What you should do: Output the records again verbatim.

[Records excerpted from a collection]
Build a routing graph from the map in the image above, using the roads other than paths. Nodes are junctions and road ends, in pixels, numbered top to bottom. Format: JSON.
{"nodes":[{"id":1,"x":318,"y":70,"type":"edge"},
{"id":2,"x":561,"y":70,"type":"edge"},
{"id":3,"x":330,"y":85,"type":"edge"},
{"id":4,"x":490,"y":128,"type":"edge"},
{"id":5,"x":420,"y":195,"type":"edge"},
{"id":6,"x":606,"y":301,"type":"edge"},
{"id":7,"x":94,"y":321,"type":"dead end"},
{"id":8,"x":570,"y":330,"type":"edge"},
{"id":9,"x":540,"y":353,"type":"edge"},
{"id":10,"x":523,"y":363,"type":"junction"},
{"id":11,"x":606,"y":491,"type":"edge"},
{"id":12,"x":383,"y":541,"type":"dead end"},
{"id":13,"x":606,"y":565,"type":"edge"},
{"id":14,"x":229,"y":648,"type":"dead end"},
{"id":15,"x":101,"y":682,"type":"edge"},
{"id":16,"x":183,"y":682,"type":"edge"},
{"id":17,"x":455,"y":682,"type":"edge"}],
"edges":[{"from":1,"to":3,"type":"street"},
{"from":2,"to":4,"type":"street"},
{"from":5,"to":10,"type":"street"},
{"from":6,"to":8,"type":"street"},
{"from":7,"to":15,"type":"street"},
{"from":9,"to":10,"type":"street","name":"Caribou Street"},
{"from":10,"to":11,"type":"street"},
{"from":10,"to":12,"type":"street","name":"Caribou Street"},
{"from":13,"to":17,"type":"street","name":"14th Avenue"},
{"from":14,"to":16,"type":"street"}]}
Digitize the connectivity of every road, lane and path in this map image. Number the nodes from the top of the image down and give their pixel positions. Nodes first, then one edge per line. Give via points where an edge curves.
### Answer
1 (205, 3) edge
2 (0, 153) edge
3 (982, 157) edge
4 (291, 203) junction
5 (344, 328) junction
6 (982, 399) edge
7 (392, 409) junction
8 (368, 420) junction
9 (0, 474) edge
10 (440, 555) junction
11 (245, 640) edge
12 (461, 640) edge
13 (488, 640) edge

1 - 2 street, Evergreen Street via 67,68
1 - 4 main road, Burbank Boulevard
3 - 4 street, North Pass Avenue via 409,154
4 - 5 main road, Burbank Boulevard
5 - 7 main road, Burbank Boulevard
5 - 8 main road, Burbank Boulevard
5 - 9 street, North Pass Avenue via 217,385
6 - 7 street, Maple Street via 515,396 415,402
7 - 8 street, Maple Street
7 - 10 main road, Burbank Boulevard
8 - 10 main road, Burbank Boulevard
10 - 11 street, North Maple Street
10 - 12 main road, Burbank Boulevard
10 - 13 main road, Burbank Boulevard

Finished exercise:
Build a routing graph from the map in the image above, using the roads other than paths. Nodes are junctions and road ends, in pixels, numbered top to bottom. Format: JSON.
{"nodes":[{"id":1,"x":318,"y":70,"type":"edge"},
{"id":2,"x":561,"y":70,"type":"edge"},
{"id":3,"x":330,"y":85,"type":"edge"},
{"id":4,"x":490,"y":128,"type":"edge"},
{"id":5,"x":420,"y":195,"type":"edge"},
{"id":6,"x":606,"y":301,"type":"edge"},
{"id":7,"x":94,"y":321,"type":"dead end"},
{"id":8,"x":570,"y":330,"type":"edge"},
{"id":9,"x":540,"y":353,"type":"edge"},
{"id":10,"x":523,"y":363,"type":"junction"},
{"id":11,"x":606,"y":491,"type":"edge"},
{"id":12,"x":383,"y":541,"type":"dead end"},
{"id":13,"x":606,"y":565,"type":"edge"},
{"id":14,"x":229,"y":648,"type":"dead end"},
{"id":15,"x":101,"y":682,"type":"edge"},
{"id":16,"x":183,"y":682,"type":"edge"},
{"id":17,"x":455,"y":682,"type":"edge"}],
"edges":[{"from":1,"to":3,"type":"street"},
{"from":2,"to":4,"type":"street"},
{"from":5,"to":10,"type":"street"},
{"from":6,"to":8,"type":"street"},
{"from":7,"to":15,"type":"street"},
{"from":9,"to":10,"type":"street","name":"Caribou Street"},
{"from":10,"to":11,"type":"street"},
{"from":10,"to":12,"type":"street","name":"Caribou Street"},
{"from":13,"to":17,"type":"street","name":"14th Avenue"},
{"from":14,"to":16,"type":"street"}]}
Digitize the connectivity of every road, lane and path in this map image. Number the nodes from the top of the image down and give their pixel positions. Nodes first, then one edge per line. Give via points where an edge curves.
### Answer
1 (205, 3) edge
2 (0, 153) edge
3 (982, 157) edge
4 (291, 203) junction
5 (344, 328) junction
6 (982, 399) edge
7 (392, 409) junction
8 (368, 420) junction
9 (0, 474) edge
10 (440, 555) junction
11 (245, 640) edge
12 (461, 640) edge
13 (488, 640) edge

1 - 2 street, Evergreen Street via 67,68
1 - 4 main road, Burbank Boulevard
3 - 4 street, North Pass Avenue via 409,154
4 - 5 main road, Burbank Boulevard
5 - 7 main road, Burbank Boulevard
5 - 8 main road, Burbank Boulevard
5 - 9 street, North Pass Avenue via 217,385
6 - 7 street, Maple Street via 515,396 415,402
7 - 8 street, Maple Street
7 - 10 main road, Burbank Boulevard
8 - 10 main road, Burbank Boulevard
10 - 11 street, North Maple Street
10 - 12 main road, Burbank Boulevard
10 - 13 main road, Burbank Boulevard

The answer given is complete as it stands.